[Stored records]
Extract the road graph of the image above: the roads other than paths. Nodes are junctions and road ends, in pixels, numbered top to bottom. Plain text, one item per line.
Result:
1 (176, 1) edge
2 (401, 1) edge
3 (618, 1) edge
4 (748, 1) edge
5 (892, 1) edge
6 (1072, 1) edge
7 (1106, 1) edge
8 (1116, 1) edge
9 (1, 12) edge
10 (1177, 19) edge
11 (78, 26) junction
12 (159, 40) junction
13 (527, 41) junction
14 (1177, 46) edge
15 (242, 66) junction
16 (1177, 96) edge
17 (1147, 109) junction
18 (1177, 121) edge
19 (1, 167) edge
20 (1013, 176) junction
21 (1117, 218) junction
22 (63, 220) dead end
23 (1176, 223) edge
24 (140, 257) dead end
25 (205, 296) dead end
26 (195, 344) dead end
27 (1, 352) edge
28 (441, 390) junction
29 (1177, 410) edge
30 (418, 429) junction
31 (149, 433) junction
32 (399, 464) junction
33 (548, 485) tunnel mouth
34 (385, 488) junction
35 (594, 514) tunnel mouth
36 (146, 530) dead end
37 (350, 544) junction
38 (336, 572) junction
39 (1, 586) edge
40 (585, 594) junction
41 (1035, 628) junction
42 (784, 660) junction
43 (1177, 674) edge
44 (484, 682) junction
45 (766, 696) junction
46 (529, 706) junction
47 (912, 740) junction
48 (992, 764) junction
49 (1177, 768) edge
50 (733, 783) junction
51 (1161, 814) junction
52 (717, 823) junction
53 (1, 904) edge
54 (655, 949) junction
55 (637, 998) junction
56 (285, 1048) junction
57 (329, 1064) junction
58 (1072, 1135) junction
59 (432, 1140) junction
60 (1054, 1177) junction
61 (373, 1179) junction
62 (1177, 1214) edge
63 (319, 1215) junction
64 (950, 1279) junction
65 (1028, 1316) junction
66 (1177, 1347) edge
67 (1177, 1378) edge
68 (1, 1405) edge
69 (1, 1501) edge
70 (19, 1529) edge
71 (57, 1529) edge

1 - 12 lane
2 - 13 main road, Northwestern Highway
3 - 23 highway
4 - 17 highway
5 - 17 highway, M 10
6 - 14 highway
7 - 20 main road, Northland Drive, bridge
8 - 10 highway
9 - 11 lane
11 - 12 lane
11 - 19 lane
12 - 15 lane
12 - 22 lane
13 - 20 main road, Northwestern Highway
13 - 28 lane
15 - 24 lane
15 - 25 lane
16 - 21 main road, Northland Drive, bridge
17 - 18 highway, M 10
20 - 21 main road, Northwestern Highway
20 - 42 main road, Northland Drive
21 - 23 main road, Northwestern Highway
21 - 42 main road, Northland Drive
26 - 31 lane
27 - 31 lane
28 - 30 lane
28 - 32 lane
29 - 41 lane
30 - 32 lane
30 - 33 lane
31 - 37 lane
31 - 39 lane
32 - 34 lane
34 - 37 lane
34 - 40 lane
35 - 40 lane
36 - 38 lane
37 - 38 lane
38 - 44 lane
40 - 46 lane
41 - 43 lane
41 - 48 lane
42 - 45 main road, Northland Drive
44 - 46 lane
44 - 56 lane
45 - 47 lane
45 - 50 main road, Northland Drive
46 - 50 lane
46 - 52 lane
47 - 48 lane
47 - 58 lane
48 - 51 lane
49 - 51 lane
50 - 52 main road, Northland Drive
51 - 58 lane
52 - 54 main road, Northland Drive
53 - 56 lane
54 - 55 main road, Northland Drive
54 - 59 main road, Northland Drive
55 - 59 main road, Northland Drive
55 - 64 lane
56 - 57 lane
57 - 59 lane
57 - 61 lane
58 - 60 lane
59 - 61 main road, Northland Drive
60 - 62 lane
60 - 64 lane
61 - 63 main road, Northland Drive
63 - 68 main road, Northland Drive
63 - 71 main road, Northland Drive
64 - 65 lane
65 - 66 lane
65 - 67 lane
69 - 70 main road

**TASK INSTRUCTIONS**
All the entries above should come back exactly as they are written.

**SOLUTION FOR THIS EXERCISE**
Extract the road graph of the image above: the roads other than paths. Nodes are junctions and road ends, in pixels, numbered top to bottom. Plain text, one item per line.
Result:
1 (176, 1) edge
2 (401, 1) edge
3 (618, 1) edge
4 (748, 1) edge
5 (892, 1) edge
6 (1072, 1) edge
7 (1106, 1) edge
8 (1116, 1) edge
9 (1, 12) edge
10 (1177, 19) edge
11 (78, 26) junction
12 (159, 40) junction
13 (527, 41) junction
14 (1177, 46) edge
15 (242, 66) junction
16 (1177, 96) edge
17 (1147, 109) junction
18 (1177, 121) edge
19 (1, 167) edge
20 (1013, 176) junction
21 (1117, 218) junction
22 (63, 220) dead end
23 (1176, 223) edge
24 (140, 257) dead end
25 (205, 296) dead end
26 (195, 344) dead end
27 (1, 352) edge
28 (441, 390) junction
29 (1177, 410) edge
30 (418, 429) junction
31 (149, 433) junction
32 (399, 464) junction
33 (548, 485) tunnel mouth
34 (385, 488) junction
35 (594, 514) tunnel mouth
36 (146, 530) dead end
37 (350, 544) junction
38 (336, 572) junction
39 (1, 586) edge
40 (585, 594) junction
41 (1035, 628) junction
42 (784, 660) junction
43 (1177, 674) edge
44 (484, 682) junction
45 (766, 696) junction
46 (529, 706) junction
47 (912, 740) junction
48 (992, 764) junction
49 (1177, 768) edge
50 (733, 783) junction
51 (1161, 814) junction
52 (717, 823) junction
53 (1, 904) edge
54 (655, 949) junction
55 (637, 998) junction
56 (285, 1048) junction
57 (329, 1064) junction
58 (1072, 1135) junction
59 (432, 1140) junction
60 (1054, 1177) junction
61 (373, 1179) junction
62 (1177, 1214) edge
63 (319, 1215) junction
64 (950, 1279) junction
65 (1028, 1316) junction
66 (1177, 1347) edge
67 (1177, 1378) edge
68 (1, 1405) edge
69 (1, 1501) edge
70 (19, 1529) edge
71 (57, 1529) edge

1 - 12 lane
2 - 13 main road, Northwestern Highway
3 - 23 highway
4 - 17 highway
5 - 17 highway, M 10
6 - 14 highway
7 - 20 main road, Northland Drive, bridge
8 - 10 highway
9 - 11 lane
11 - 12 lane
11 - 19 lane
12 - 15 lane
12 - 22 lane
13 - 20 main road, Northwestern Highway
13 - 28 lane
15 - 24 lane
15 - 25 lane
16 - 21 main road, Northland Drive, bridge
17 - 18 highway, M 10
20 - 21 main road, Northwestern Highway
20 - 42 main road, Northland Drive
21 - 23 main road, Northwestern Highway
21 - 42 main road, Northland Drive
26 - 31 lane
27 - 31 lane
28 - 30 lane
28 - 32 lane
29 - 41 lane
30 - 32 lane
30 - 33 lane
31 - 37 lane
31 - 39 lane
32 - 34 lane
34 - 37 lane
34 - 40 lane
35 - 40 lane
36 - 38 lane
37 - 38 lane
38 - 44 lane
40 - 46 lane
41 - 43 lane
41 - 48 lane
42 - 45 main road, Northland Drive
44 - 46 lane
44 - 56 lane
45 - 47 lane
45 - 50 main road, Northland Drive
46 - 50 lane
46 - 52 lane
47 - 48 lane
47 - 58 lane
48 - 51 lane
49 - 51 lane
50 - 52 main road, Northland Drive
51 - 58 lane
52 - 54 main road, Northland Drive
53 - 56 lane
54 - 55 main road, Northland Drive
54 - 59 main road, Northland Drive
55 - 59 main road, Northland Drive
55 - 64 lane
56 - 57 lane
57 - 59 lane
57 - 61 lane
58 - 60 lane
59 - 61 main road, Northland Drive
60 - 62 lane
60 - 64 lane
61 - 63 main road, Northland Drive
63 - 68 main road, Northland Drive
63 - 71 main road, Northland Drive
64 - 65 lane
65 - 66 lane
65 - 67 lane
69 - 70 main road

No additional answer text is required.